[Material provided]
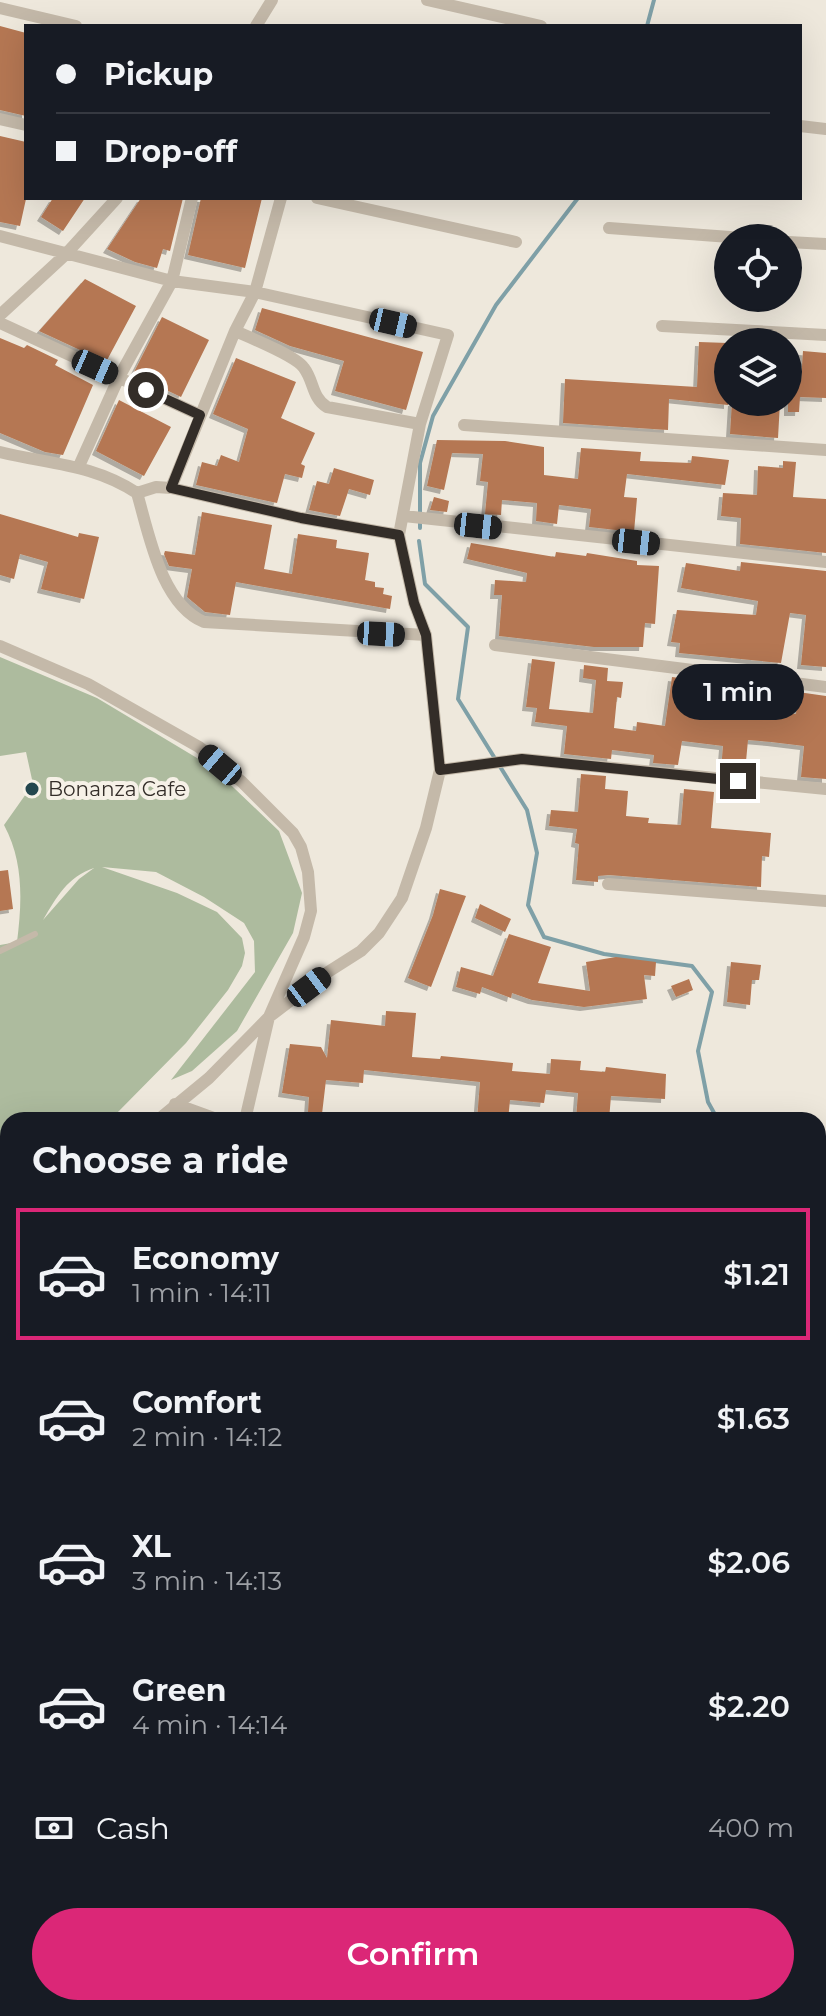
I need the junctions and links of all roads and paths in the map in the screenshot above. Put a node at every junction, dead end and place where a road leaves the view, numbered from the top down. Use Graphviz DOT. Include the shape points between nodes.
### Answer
graph roads {
  1 [pos="272,0"];
  2 [pos="427,0"];
  3 [pos="0,8"];
  4 [pos="68,24"];
  5 [pos="257,24"];
  6 [pos="532,24"];
  7 [pos="0,119"];
  8 [pos="24,125"];
  9 [pos="802,126"];
  10 [pos="826,129"];
  11 [pos="115,200"];
  12 [pos="192,200"];
  13 [pos="280,200"];
  14 [pos="326,200"];
  15 [pos="609,228"];
  16 [pos="0,236"];
  17 [pos="714,236"];
  18 [pos="516,242"];
  19 [pos="802,243"];
  20 [pos="826,244"];
  21 [pos="65,255"];
  22 [pos="172,281"];
  23 [pos="255,292"];
  24 [pos="0,315"];
  25 [pos="0,323"];
  26 [pos="662,326"];
  27 [pos="235,331"];
  28 [pos="826,335"];
  29 [pos="119,377"];
  30 [pos="200,415"];
  31 [pos="420,424"];
  32 [pos="464,425"];
  33 [pos="826,450"];
  34 [pos="0,452"];
  35 [pos="79,466"];
  36 [pos="171,488"];
  37 [pos="137,493"];
  38 [pos="404,516"];
  39 [pos="399,535"];
  40 [pos="826,562"];
  41 [pos="426,635"];
  42 [pos="495,645"];
  43 [pos="0,646"];
  44 [pos="826,687"];
  45 [pos="440,770"];
  46 [pos="826,789"];
  47 [pos="608,884"];
  48 [pos="826,901"];
  49 [pos="35,934"];
  50 [pos="0,951"];
  51 [pos="269,1017"];
  52 [pos="175,1104"];
  53 [pos="166,1112"];
  54 [pos="197,1112"];
  55 [pos="247,1112"];
  1 -- 5 [label="street"];
  2 -- 6 [label="street"];
  3 -- 4 [label="street"];
  7 -- 8 [label="street"];
  9 -- 10 [label="street"];
  11 -- 21 [label="street"];
  12 -- 22 [label="street"];
  13 -- 23 [label="street"];
  14 -- 18 [label="street"];
  15 -- 17 [label="street"];
  16 -- 21 [label="street"];
  19 -- 20 [label="street"];
  21 -- 22 [label="street"];
  21 -- 24 [label="street"];
  22 -- 23 [label="street"];
  22 -- 29 [label="street"];
  23 -- 27 [label="street"];
  23 -- 31 [label="street" via="448,335"];
  25 -- 29 [label="street"];
  26 -- 28 [label="street"];
  27 -- 30 [label="street"];
  27 -- 31 [label="street" via="296,359 327,407"];
  29 -- 30 [label="street"];
  29 -- 35 [label="street"];
  30 -- 36 [label="street"];
  31 -- 38 [label="street"];
  32 -- 33 [label="street"];
  34 -- 35 [label="street"];
  35 -- 37 [label="street"];
  36 -- 37 [label="street"];
  36 -- 39 [label="street"];
  37 -- 41 [label="street" via="155,557 180,608 192,617 204,622"];
  38 -- 39 [label="street"];
  38 -- 40 [label="street"];
  39 -- 41 [label="street"];
  41 -- 45 [label="street"];
  42 -- 44 [label="street"];
  43 -- 51 [label="street" via="88,684 199,747 293,833 308,872 311,911"];
  45 -- 46 [label="street" via="522,759"];
  45 -- 51 [label="street" via="402,898 379,933"];
  47 -- 48 [label="street"];
  49 -- 50 [label="lane"];
  51 -- 52 [label="street" via="209,1078"];
  51 -- 55 [label="street"];
  52 -- 53 [label="street"];
  52 -- 54 [label="street"];
}
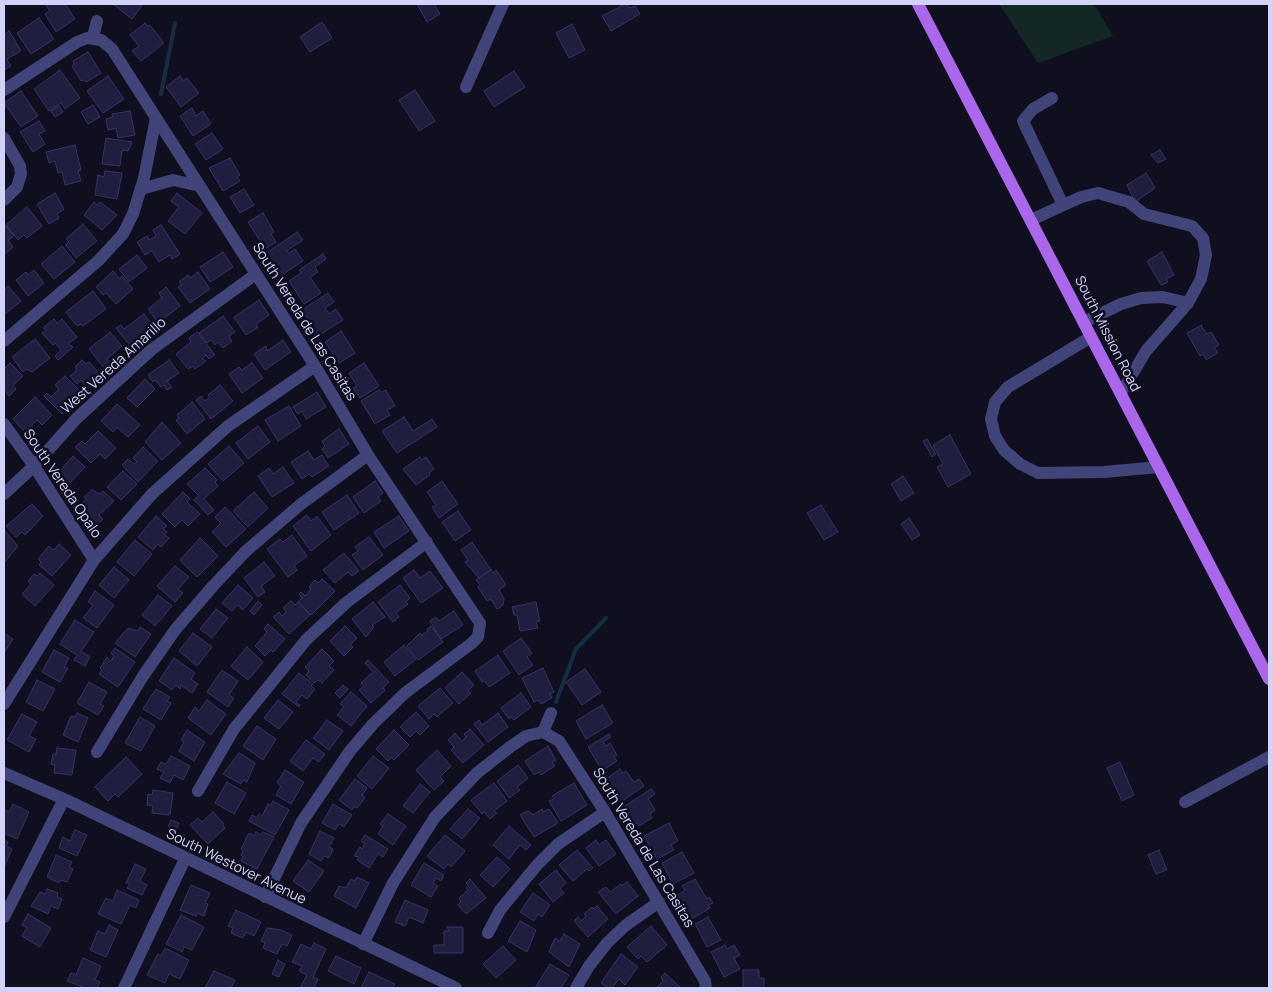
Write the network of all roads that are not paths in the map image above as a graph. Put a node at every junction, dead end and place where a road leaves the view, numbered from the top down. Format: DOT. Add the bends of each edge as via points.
graph roads {
  1 [pos="503,4"];
  2 [pos="918,4"];
  3 [pos="97,20"];
  4 [pos="93,37"];
  5 [pos="466,87"];
  6 [pos="4,90"];
  7 [pos="1052,98"];
  8 [pos="156,118"];
  9 [pos="4,138"];
  10 [pos="200,186"];
  11 [pos="141,189"];
  12 [pos="4,200"];
  13 [pos="1063,205"];
  14 [pos="1030,220"];
  15 [pos="256,274"];
  16 [pos="1188,303"];
  17 [pos="1084,322"];
  18 [pos="1091,337"];
  19 [pos="4,341"];
  20 [pos="315,366"];
  21 [pos="1121,393"];
  22 [pos="4,424"];
  23 [pos="368,455"];
  24 [pos="34,466"];
  25 [pos="1159,467"];
  26 [pos="4,494"];
  27 [pos="427,542"];
  28 [pos="94,560"];
  29 [pos="1269,679"];
  30 [pos="5,696"];
  31 [pos="551,713"];
  32 [pos="543,732"];
  33 [pos="97,752"];
  34 [pos="1269,757"];
  35 [pos="4,773"];
  36 [pos="198,791"];
  37 [pos="64,799"];
  38 [pos="1186,802"];
  39 [pos="605,812"];
  40 [pos="185,858"];
  41 [pos="265,897"];
  42 [pos="659,902"];
  43 [pos="4,917"];
  44 [pos="488,933"];
  45 [pos="363,944"];
  46 [pos="125,985"];
  47 [pos="138,988"];
  48 [pos="456,988"];
  49 [pos="576,988"];
  50 [pos="706,988"];
  1 -- 5 [label="street"];
  2 -- 14 [label="main road, South Mission Road"];
  3 -- 4 [label="street"];
  4 -- 6 [label="street" via="77,42"];
  4 -- 8 [label="street, South Vereda de Las Casitas" via="112,50"];
  7 -- 13 [label="street" via="1033,109 1023,121"];
  8 -- 10 [label="street, South Vereda de Las Casitas"];
  8 -- 11 [label="street"];
  9 -- 12 [label="street" via="20,166 21,174 17,187"];
  10 -- 11 [label="street" via="173,180"];
  10 -- 15 [label="street, South Vereda de Las Casitas"];
  11 -- 19 [label="street" via="133,214 112,248"];
  13 -- 14 [label="street"];
  13 -- 16 [label="street" via="1098,193 1129,202 1144,214 1192,226 1203,238 1206,255 1201,279"];
  14 -- 17 [label="main road, South Mission Road"];
  15 -- 20 [label="street, South Vereda de Las Casitas"];
  15 -- 24 [label="street, West Vereda Amarillo" via="151,350 76,419"];
  16 -- 17 [label="street" via="1163,297 1142,298"];
  16 -- 21 [label="street" via="1146,351"];
  17 -- 18 [label="main road, South Mission Road"];
  18 -- 21 [label="main road, South Mission Road"];
  18 -- 25 [label="street" via="1008,387 995,402 991,418 995,436 1004,450 1038,474"];
  20 -- 23 [label="street, South Vereda de Las Casitas"];
  20 -- 28 [label="street" via="264,399 193,457 152,494"];
  21 -- 25 [label="main road, South Mission Road"];
  22 -- 24 [label="street, South Vereda Opalo"];
  23 -- 27 [label="street, South Vereda de Las Casitas"];
  23 -- 33 [label="street" via="301,504 246,551 213,586 148,668"];
  24 -- 26 [label="street, West Vereda Amarillo"];
  24 -- 28 [label="street, South Vereda Opalo"];
  25 -- 29 [label="main road, South Mission Road"];
  27 -- 36 [label="street" via="347,602 306,640 234,729"];
  27 -- 41 [label="street, South Vereda de Las Casitas" via="478,618 480,629 472,643 405,693 350,751 302,824"];
  28 -- 30 [label="street"];
  31 -- 32 [label="street"];
  32 -- 39 [label="street, South Vereda de Las Casitas" via="559,741"];
  32 -- 45 [label="street" via="526,736 510,747 477,773 435,817 393,883"];
  34 -- 38 [label="street"];
  35 -- 37 [label="street, South Westover Avenue"];
  37 -- 40 [label="street, South Westover Avenue"];
  37 -- 43 [label="street"];
  39 -- 42 [label="street, South Vereda de Las Casitas"];
  39 -- 44 [label="street" via="558,844 537,864 500,910"];
  40 -- 41 [label="street, South Westover Avenue"];
  40 -- 46 [label="street"];
  41 -- 45 [label="street, South Westover Avenue"];
  42 -- 49 [label="street" via="607,943"];
  42 -- 50 [label="street, South Vereda de Las Casitas"];
  45 -- 48 [label="street, South Westover Avenue"];
  46 -- 47 [label="street"];
}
[/Material provided]
◆ Your task:
Examine each line of the records above and tally those with the string "Casitas". State the total alone.

◆ Worked solution:
10